- [Work item]
If a record holds a picture, drop the picture and copy everything else exactly.

- [Records shown]
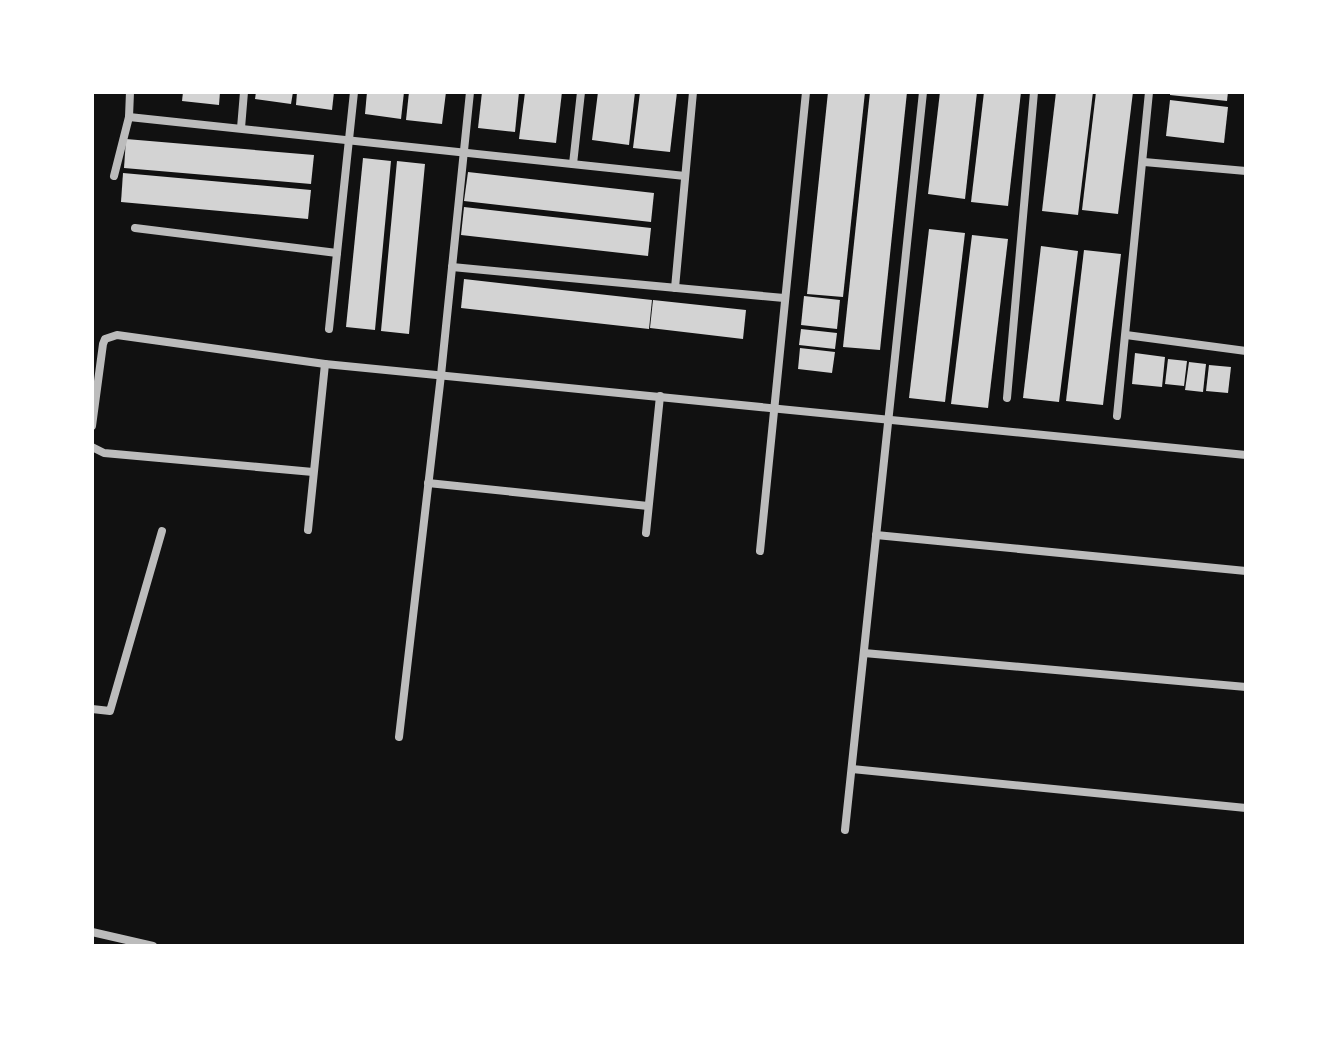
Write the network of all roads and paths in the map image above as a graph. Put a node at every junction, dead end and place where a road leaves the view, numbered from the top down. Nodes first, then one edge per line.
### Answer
1 (130, 92) edge
2 (244, 92) edge
3 (354, 92) edge
4 (470, 92) edge
5 (581, 92) edge
6 (693, 92) edge
7 (806, 92) edge
8 (923, 92) edge
9 (1034, 92) edge
10 (1149, 92) edge
11 (129, 117) junction
12 (241, 128) junction
13 (349, 140) junction
14 (463, 154) junction
15 (1144, 162) junction
16 (573, 164) junction
17 (1246, 171) edge
18 (114, 176) dead end
19 (685, 176) junction
20 (135, 228) dead end
21 (337, 253) junction
22 (452, 267) junction
23 (675, 288) junction
24 (784, 298) junction
25 (329, 329) dead end
26 (1126, 335) junction
27 (1246, 351) edge
28 (325, 364) junction
29 (441, 375) junction
30 (660, 396) junction
31 (1007, 398) dead end
32 (775, 408) junction
33 (1117, 416) dead end
34 (889, 420) junction
35 (92, 426) edge
36 (92, 447) edge
37 (1246, 455) edge
38 (313, 472) junction
39 (428, 483) junction
40 (648, 506) junction
41 (308, 530) dead end
42 (162, 531) dead end
43 (646, 533) dead end
44 (876, 535) junction
45 (760, 551) dead end
46 (1246, 571) edge
47 (864, 653) junction
48 (1246, 687) edge
49 (92, 709) edge
50 (399, 737) dead end
51 (852, 769) junction
52 (1246, 808) edge
53 (845, 830) dead end
54 (92, 932) edge
55 (153, 946) edge

1 - 11 street
2 - 12 street
3 - 13 street
4 - 14 street
5 - 16 street
6 - 19 street
7 - 24 street
8 - 34 street
9 - 31 street
10 - 15 street
11 - 12 street
11 - 18 street
12 - 13 street
13 - 14 street
13 - 21 street
14 - 16 street
14 - 22 street
15 - 17 street
15 - 26 street
16 - 19 street
19 - 23 street
20 - 21 street
21 - 25 street
22 - 23 street
22 - 29 street
23 - 24 street
24 - 32 street
26 - 27 street
26 - 33 street
28 - 29 street
28 - 35 street
28 - 38 street
29 - 30 street
29 - 39 street
30 - 32 street
30 - 40 street
32 - 34 street
32 - 45 street
34 - 37 street
34 - 44 street
36 - 38 street
38 - 41 street
39 - 40 street
39 - 50 street
40 - 43 street
42 - 49 street
44 - 46 street
44 - 47 street
47 - 48 street
47 - 51 street
51 - 52 street
51 - 53 street
54 - 55 street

- [Task response]
Write the network of all roads and paths in the map image above as a graph. Put a node at every junction, dead end and place where a road leaves the view, numbered from the top down. Nodes first, then one edge per line.
### Answer
1 (130, 92) edge
2 (244, 92) edge
3 (354, 92) edge
4 (470, 92) edge
5 (581, 92) edge
6 (693, 92) edge
7 (806, 92) edge
8 (923, 92) edge
9 (1034, 92) edge
10 (1149, 92) edge
11 (129, 117) junction
12 (241, 128) junction
13 (349, 140) junction
14 (463, 154) junction
15 (1144, 162) junction
16 (573, 164) junction
17 (1246, 171) edge
18 (114, 176) dead end
19 (685, 176) junction
20 (135, 228) dead end
21 (337, 253) junction
22 (452, 267) junction
23 (675, 288) junction
24 (784, 298) junction
25 (329, 329) dead end
26 (1126, 335) junction
27 (1246, 351) edge
28 (325, 364) junction
29 (441, 375) junction
30 (660, 396) junction
31 (1007, 398) dead end
32 (775, 408) junction
33 (1117, 416) dead end
34 (889, 420) junction
35 (92, 426) edge
36 (92, 447) edge
37 (1246, 455) edge
38 (313, 472) junction
39 (428, 483) junction
40 (648, 506) junction
41 (308, 530) dead end
42 (162, 531) dead end
43 (646, 533) dead end
44 (876, 535) junction
45 (760, 551) dead end
46 (1246, 571) edge
47 (864, 653) junction
48 (1246, 687) edge
49 (92, 709) edge
50 (399, 737) dead end
51 (852, 769) junction
52 (1246, 808) edge
53 (845, 830) dead end
54 (92, 932) edge
55 (153, 946) edge

1 - 11 street
2 - 12 street
3 - 13 street
4 - 14 street
5 - 16 street
6 - 19 street
7 - 24 street
8 - 34 street
9 - 31 street
10 - 15 street
11 - 12 street
11 - 18 street
12 - 13 street
13 - 14 street
13 - 21 street
14 - 16 street
14 - 22 street
15 - 17 street
15 - 26 street
16 - 19 street
19 - 23 street
20 - 21 street
21 - 25 street
22 - 23 street
22 - 29 street
23 - 24 street
24 - 32 street
26 - 27 street
26 - 33 street
28 - 29 street
28 - 35 street
28 - 38 street
29 - 30 street
29 - 39 street
30 - 32 street
30 - 40 street
32 - 34 street
32 - 45 street
34 - 37 street
34 - 44 street
36 - 38 street
38 - 41 street
39 - 40 street
39 - 50 street
40 - 43 street
42 - 49 street
44 - 46 street
44 - 47 street
47 - 48 street
47 - 51 street
51 - 52 street
51 - 53 street
54 - 55 street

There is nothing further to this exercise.